Please report every line in the entries that contains the string "with".

*** Records to process Section Begins ***

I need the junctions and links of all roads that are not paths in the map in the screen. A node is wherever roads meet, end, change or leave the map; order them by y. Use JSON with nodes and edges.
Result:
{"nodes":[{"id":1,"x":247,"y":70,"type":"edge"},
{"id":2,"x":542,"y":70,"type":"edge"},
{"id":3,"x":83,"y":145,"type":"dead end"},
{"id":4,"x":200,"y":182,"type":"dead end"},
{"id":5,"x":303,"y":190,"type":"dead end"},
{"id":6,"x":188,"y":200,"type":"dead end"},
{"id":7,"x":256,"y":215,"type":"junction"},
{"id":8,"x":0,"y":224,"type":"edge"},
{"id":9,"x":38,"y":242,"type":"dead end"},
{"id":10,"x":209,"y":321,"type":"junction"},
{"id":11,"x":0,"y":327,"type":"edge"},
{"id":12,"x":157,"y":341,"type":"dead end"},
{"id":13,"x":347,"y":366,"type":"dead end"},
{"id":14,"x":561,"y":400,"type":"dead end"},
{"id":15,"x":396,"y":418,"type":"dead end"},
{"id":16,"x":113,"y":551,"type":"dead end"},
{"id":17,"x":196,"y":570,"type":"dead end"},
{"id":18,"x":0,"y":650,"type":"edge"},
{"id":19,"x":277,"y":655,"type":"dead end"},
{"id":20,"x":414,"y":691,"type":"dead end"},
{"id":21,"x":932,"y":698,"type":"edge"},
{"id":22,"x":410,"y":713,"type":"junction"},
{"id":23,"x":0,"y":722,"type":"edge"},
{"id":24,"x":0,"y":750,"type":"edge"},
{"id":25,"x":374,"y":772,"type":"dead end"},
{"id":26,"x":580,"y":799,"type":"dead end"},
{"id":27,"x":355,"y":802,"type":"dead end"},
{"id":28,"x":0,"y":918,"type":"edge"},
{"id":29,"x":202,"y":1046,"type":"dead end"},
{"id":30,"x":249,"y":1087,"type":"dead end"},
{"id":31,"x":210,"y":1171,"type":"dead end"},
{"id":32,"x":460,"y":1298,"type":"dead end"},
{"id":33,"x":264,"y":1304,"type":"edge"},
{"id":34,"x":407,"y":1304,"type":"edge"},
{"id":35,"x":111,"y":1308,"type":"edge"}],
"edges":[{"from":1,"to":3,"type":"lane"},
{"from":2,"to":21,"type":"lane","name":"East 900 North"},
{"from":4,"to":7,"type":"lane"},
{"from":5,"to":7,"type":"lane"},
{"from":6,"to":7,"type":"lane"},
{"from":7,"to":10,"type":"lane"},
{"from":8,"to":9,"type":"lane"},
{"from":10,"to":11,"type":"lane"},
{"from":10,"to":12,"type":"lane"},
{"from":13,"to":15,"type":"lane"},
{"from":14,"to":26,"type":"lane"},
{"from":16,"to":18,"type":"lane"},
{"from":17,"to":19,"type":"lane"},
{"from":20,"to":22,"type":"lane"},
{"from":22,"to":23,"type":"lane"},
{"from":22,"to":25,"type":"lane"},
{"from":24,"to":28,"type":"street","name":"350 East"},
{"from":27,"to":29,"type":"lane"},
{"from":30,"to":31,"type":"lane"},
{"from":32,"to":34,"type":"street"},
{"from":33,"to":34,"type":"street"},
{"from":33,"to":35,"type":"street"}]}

*** Records to process Section Ends ***
*** Records to process Section Begins ***

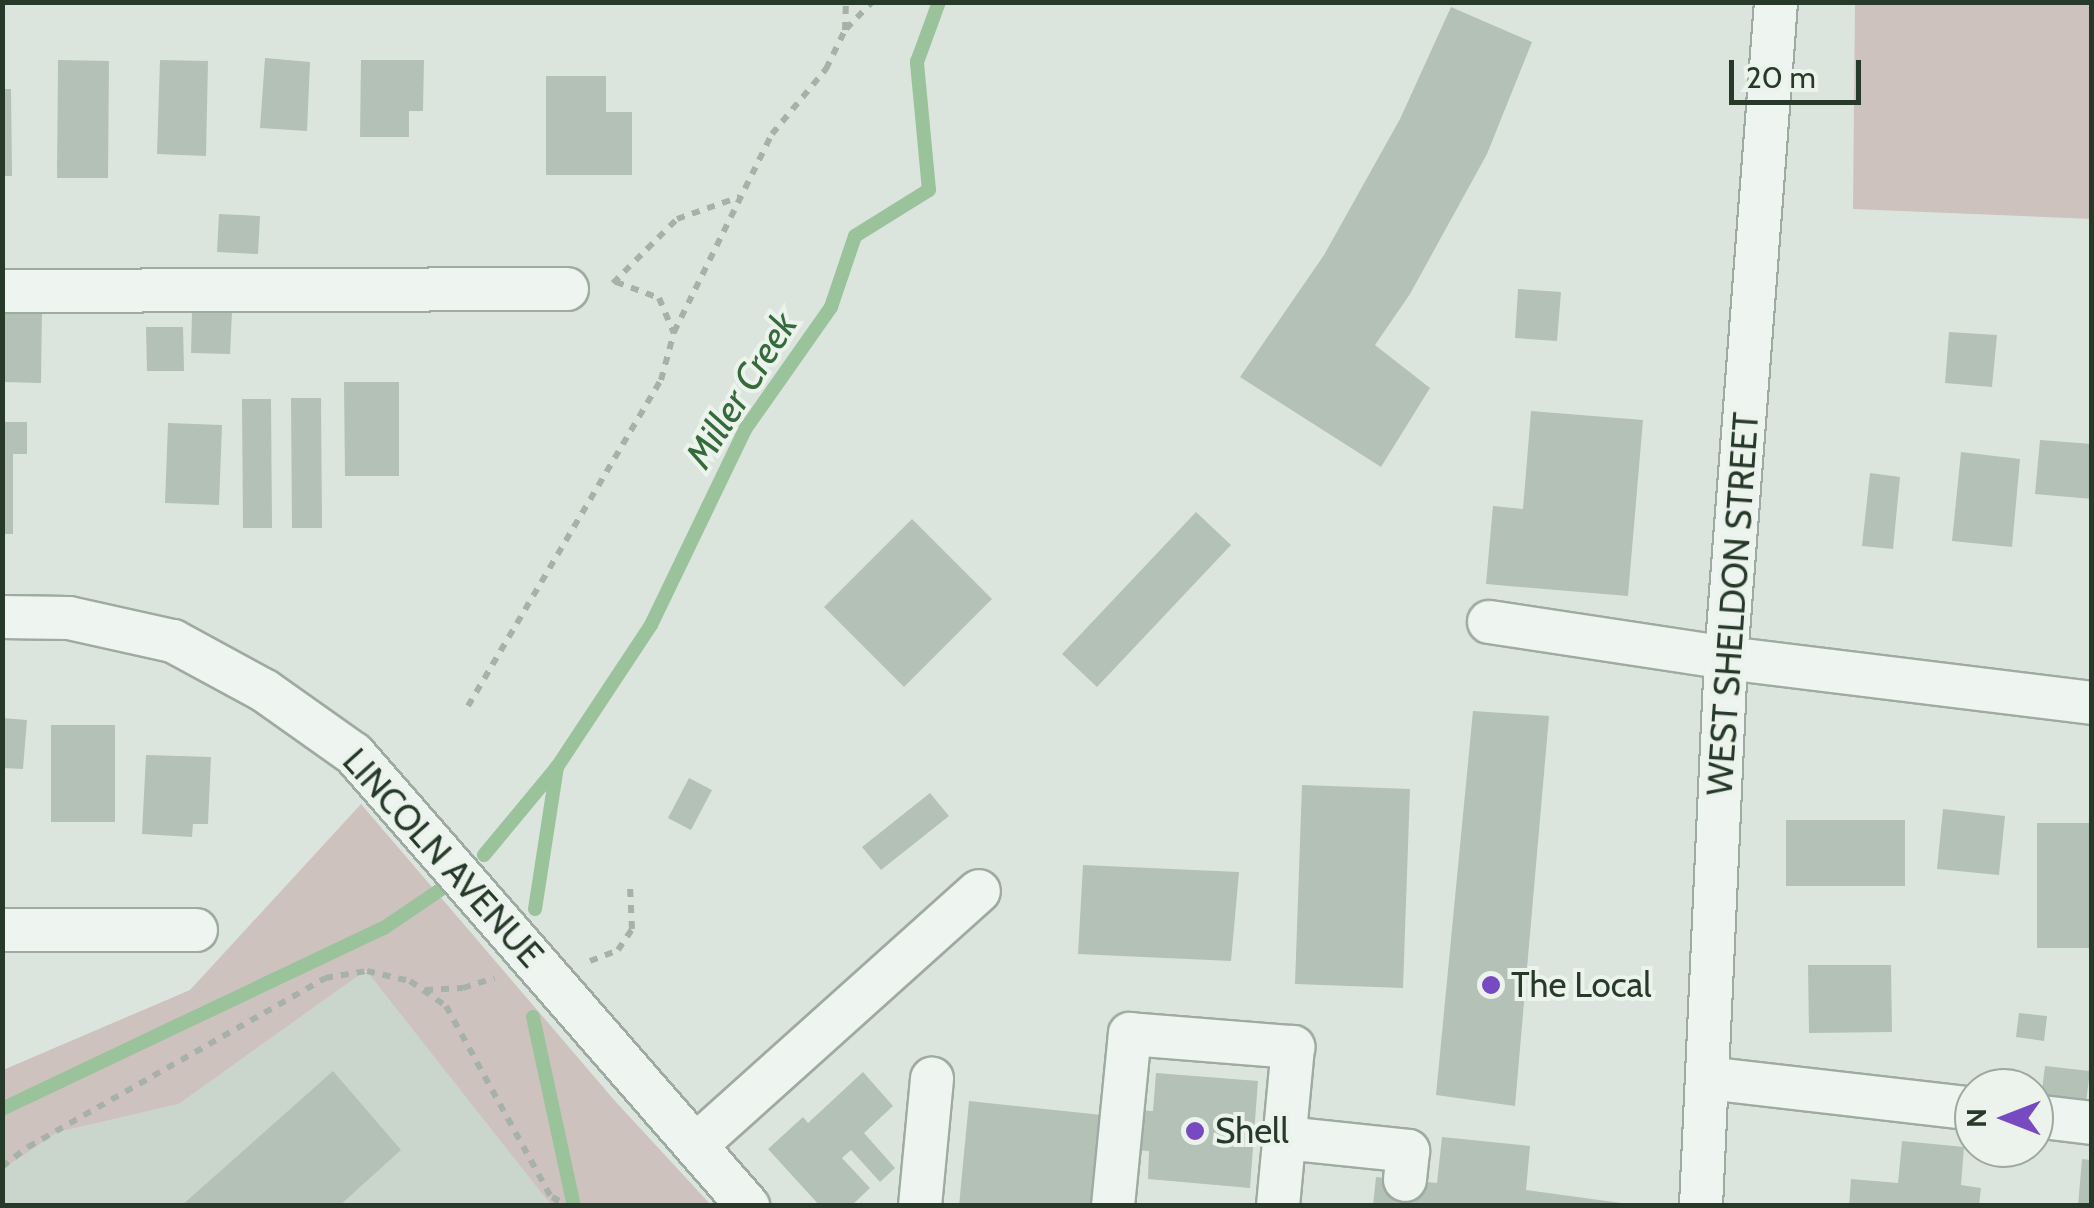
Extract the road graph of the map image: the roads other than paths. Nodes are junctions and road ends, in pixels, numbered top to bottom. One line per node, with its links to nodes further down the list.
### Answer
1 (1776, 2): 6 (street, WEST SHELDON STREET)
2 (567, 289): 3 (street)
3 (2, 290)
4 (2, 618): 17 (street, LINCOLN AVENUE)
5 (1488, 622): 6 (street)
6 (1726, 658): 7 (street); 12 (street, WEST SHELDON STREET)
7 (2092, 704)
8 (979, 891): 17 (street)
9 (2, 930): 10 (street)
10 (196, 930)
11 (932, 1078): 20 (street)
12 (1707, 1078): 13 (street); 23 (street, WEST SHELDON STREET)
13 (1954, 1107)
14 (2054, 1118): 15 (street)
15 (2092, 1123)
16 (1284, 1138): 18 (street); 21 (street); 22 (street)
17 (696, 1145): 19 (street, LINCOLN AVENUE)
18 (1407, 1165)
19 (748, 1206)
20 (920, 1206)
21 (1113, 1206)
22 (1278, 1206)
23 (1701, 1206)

*** Records to process Section Ends ***

** Result for this task **
I need the junctions and links of all roads that are not paths in the map in the screen. A node is wherever roads meet, end, change or leave the map; order them by y. Use JSON with nodes and edges.
Extract the road graph of the map image: the roads other than paths. Nodes are junctions and road ends, in pixels, numbered top to bottom. One line per node, with its links to nodes further down the list.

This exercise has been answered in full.